In a rat pre-and post-natal study, an increase in pup mortality and a decrease in pup body weight which was associated with maternal toxicity was observed at doses of 2 and 5 mg/kg/day. The maternal no effect level for hydromorphone was 0.5 mg/kg/day which is < 1-fold lower than a 32 mg human daily oral dose on a body surface area. Hydromorphone had no effect on pup development or reproduction when given to female rats during the pre-natal and postnatal periods up to a dose of 5 mg/kg which is equivalent to a 32 mg human daily oral dose on a body surface area basis.

Neonates born to mothers who have been taking opioids regularly prior to delivery will be physically dependent. The withdrawal signs include irritability and excessive crying, tremors, hyperactive reflexes, increased respiratory rate, increased stools, sneezing, yawning, vomiting, and fever. The intensity of the syndrome does not always correlate with the duration of maternal opioid use or dose. There is no consensus on the best method of managing withdrawal. Approaches to the treatment of the syndrome have included supportive care and, if indicated, drugs such as paregoric or phenobarbital.

Labor And Delivery

PALLADONE is not for use in women during and immediately prior to labor, where shorter acting analgesics or other analgesic techniques are more appropriate [see INDICATIONS AND USAGE]. Occasionally, opioid analgesics may prolong labor by temporarily reducing the strength, duration, and frequency of uterine contractions. However, these effects are not consistent and may be offset by an increased rate of cervical dilatation which tends to shorten labor.

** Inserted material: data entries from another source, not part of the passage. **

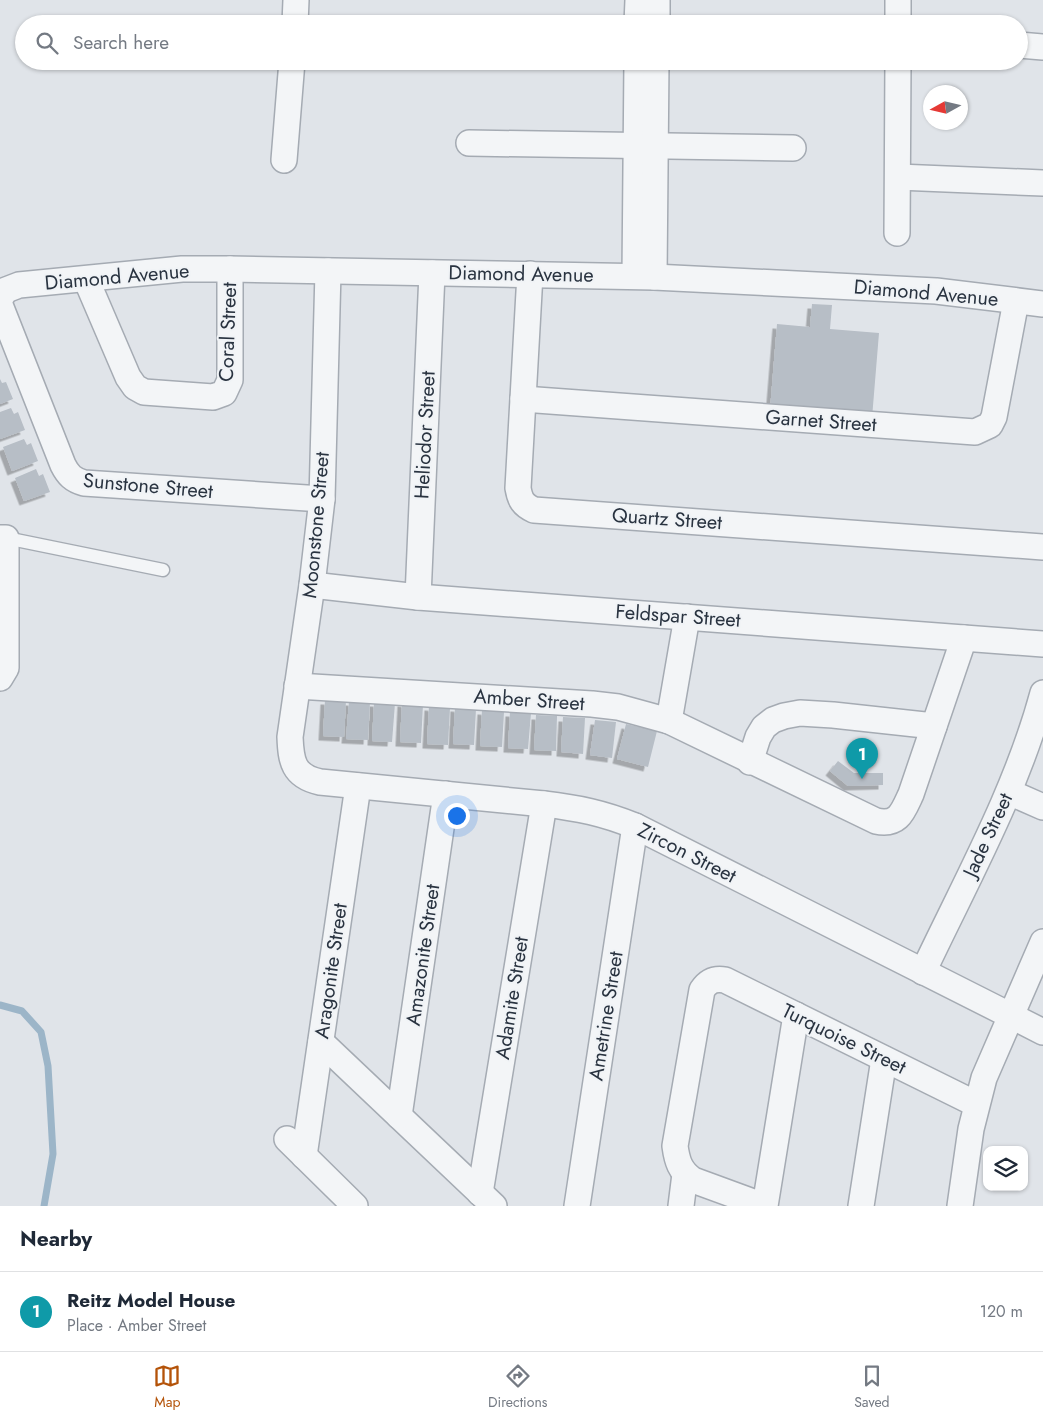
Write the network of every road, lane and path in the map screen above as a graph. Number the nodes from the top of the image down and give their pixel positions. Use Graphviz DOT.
graph roads {
  1 [pos="296,0"];
  2 [pos="898,0"];
  3 [pos="295,15"];
  4 [pos="898,15"];
  5 [pos="1028,46"];
  6 [pos="1043,47"];
  7 [pos="291,70"];
  8 [pos="638,70"];
  9 [pos="655,70"];
  10 [pos="898,70"];
  11 [pos="469,143"];
  12 [pos="646,146"];
  13 [pos="793,148"];
  14 [pos="284,160"];
  15 [pos="898,177"];
  16 [pos="1043,183"];
  17 [pos="897,232"];
  18 [pos="230,269"];
  19 [pos="328,271"];
  20 [pos="432,273"];
  21 [pos="530,274"];
  22 [pos="644,277"];
  23 [pos="86,279"];
  24 [pos="1,299"];
  25 [pos="1016,301"];
  26 [pos="1043,304"];
  27 [pos="524,399"];
  28 [pos="322,499"];
  29 [pos="3,538"];
  30 [pos="1043,547"];
  31 [pos="163,570"];
  32 [pos="312,585"];
  33 [pos="418,597"];
  34 [pos="687,617"];
  35 [pos="964,638"];
  36 [pos="1043,644"];
  37 [pos="0,678"];
  38 [pos="297,686"];
  39 [pos="1043,693"];
  40 [pos="669,722"];
  41 [pos="934,726"];
  42 [pos="750,762"];
  43 [pos="301,774"];
  44 [pos="358,786"];
  45 [pos="1009,792"];
  46 [pos="446,794"];
  47 [pos="544,804"];
  48 [pos="1043,807"];
  49 [pos="635,826"];
  50 [pos="1043,942"];
  51 [pos="923,972"];
  52 [pos="796,1015"];
  53 [pos="1010,1016"];
  54 [pos="1043,1032"];
  55 [pos="321,1042"];
  56 [pos="884,1059"];
  57 [pos="976,1104"];
  58 [pos="399,1116"];
  59 [pos="682,1170"];
  60 [pos="487,1200"];
  61 [pos="355,1206"];
  62 [pos="577,1206"];
  63 [pos="681,1206"];
  64 [pos="764,1206"];
  65 [pos="861,1206"];
  66 [pos="960,1206"];
  1 -- 3 [label="street"];
  2 -- 4 [label="street"];
  5 -- 6 [label="street"];
  7 -- 14 [label="street"];
  8 -- 12 [label="street"];
  9 -- 12 [label="street"];
  10 -- 15 [label="street"];
  11 -- 12 [label="street"];
  12 -- 13 [label="street"];
  12 -- 22 [label="street"];
  15 -- 16 [label="street"];
  15 -- 17 [label="street"];
  18 -- 19 [label="street, Diamond Avenue"];
  18 -- 23 [label="street, Diamond Avenue"];
  18 -- 23 [label="street, Coral Street"];
  19 -- 20 [label="street, Diamond Avenue"];
  19 -- 28 [label="street, Moonstone Street"];
  20 -- 21 [label="street, Diamond Avenue"];
  20 -- 33 [label="street, Heliodor Street"];
  21 -- 22 [label="street, Diamond Avenue"];
  21 -- 27 [label="street, Quartz Street"];
  22 -- 25 [label="street, Diamond Avenue"];
  23 -- 24 [label="street, Diamond Avenue"];
  24 -- 28 [label="street, Sunstone Street"];
  25 -- 26 [label="street, Diamond Avenue"];
  25 -- 27 [label="street, Garnet Street"];
  27 -- 30 [label="street, Quartz Street"];
  28 -- 32 [label="street, Moonstone Street"];
  29 -- 31 [label="lane"];
  29 -- 37 [label="street"];
  32 -- 33 [label="street, Feldspar Street"];
  32 -- 38 [label="street, Moonstone Street"];
  33 -- 34 [label="street, Feldspar Street"];
  34 -- 35 [label="street, Feldspar Street"];
  34 -- 40 [label="street"];
  35 -- 36 [label="street, Feldspar Street"];
  35 -- 41 [label="street, Amber Street"];
  38 -- 40 [label="street, Amber Street"];
  38 -- 43 [label="street, Moonstone Street"];
  39 -- 45 [label="street, Jade Street"];
  40 -- 42 [label="street, Amber Street"];
  41 -- 42 [label="street"];
  41 -- 42 [label="street, Amber Street"];
  43 -- 44 [label="street, Zircon Street"];
  44 -- 46 [label="street, Zircon Street"];
  44 -- 55 [label="street, Aragonite Street"];
  45 -- 48 [label="street"];
  45 -- 51 [label="street, Jade Street"];
  46 -- 47 [label="street, Zircon Street"];
  46 -- 58 [label="street, Amazonite Street"];
  47 -- 49 [label="street, Zircon Street"];
  47 -- 60 [label="street, Adamite Street"];
  49 -- 51 [label="street, Zircon Street"];
  49 -- 62 [label="street, Ametrine Street"];
  50 -- 53 [label="street"];
  51 -- 53 [label="street, Zircon Street"];
  52 -- 56 [label="street, Turquoise Street"];
  52 -- 59 [label="street, Turquoise Street"];
  52 -- 64 [label="street"];
  53 -- 54 [label="street, Zircon Street"];
  53 -- 57 [label="street"];
  55 -- 58 [label="street"];
  55 -- 61 [label="street, Aragonite Street"];
  56 -- 57 [label="street, Turquoise Street"];
  56 -- 65 [label="street"];
  57 -- 66 [label="street"];
  58 -- 60 [label="street"];
  59 -- 63 [label="street"];
  59 -- 64 [label="street"];
}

Opioids cross the placenta and may produce respiratory depression and psychophysiologic effects in neonates. Closely observe neonates whose mothers received opioid analgesics during labor for signs of respiratory depression. An opioid antagonist, such as naloxone, should be available for reversal of opioid-induced respiratory depression in the neonate in such situations.

Nursing Mothers

Low concentrations of hydromorphone have been detected in human milk in clinical trials. Withdrawal symptoms can occur in breastfeeding infants when maternal administration of an opioid analgesic is stopped. Nursing should not be undertaken while a patient is receiving PALLADONE since hydromorphone is excreted in the milk.

Pediatric Use

The safety and effectiveness of PALLADONE in pediatric patients below the age of 18 have not been established.

Geriatric Use

Elderly patients have been shown to be more sensitive to the adverse effects of opioids compared to the younger population. Of the total number of subjects in clinical studies of Palladone, 22% were 65 and over, and 6% were 75 and over. Dosages should be adjusted according to the clinical situation. As with all opioids, the starting dose should be reduced to 1/3 to ½ of the usual dosage in debilitated patients. Respiratory depression is the chief hazard in elderly or debilitated patients, usually following large initial doses in non-tolerant patients, or when opioids are given in conjunction with other agents that depress respiration. Therefore, closely monitor elderly patients for respiratory and central nervous system depression when prescribing PALLADONE, particularly during initiation and titration.

Hepatic Impairment

PALLADONE was not studied in patients with severe hepatic impairment and are not recommended for use in such patients. Care in initial dose selection and careful observation are recommended in patients with evidence of mild to moderate hepatic impairment.

Renal Impairment

In patients with mild to moderate renal impairment, based on calculated creatinine clearance, the concentrations of hydromorphone in plasma were slightly higher than in subjects with normal renal function.

This monograph has been modified to include the generic and brand name in many instances.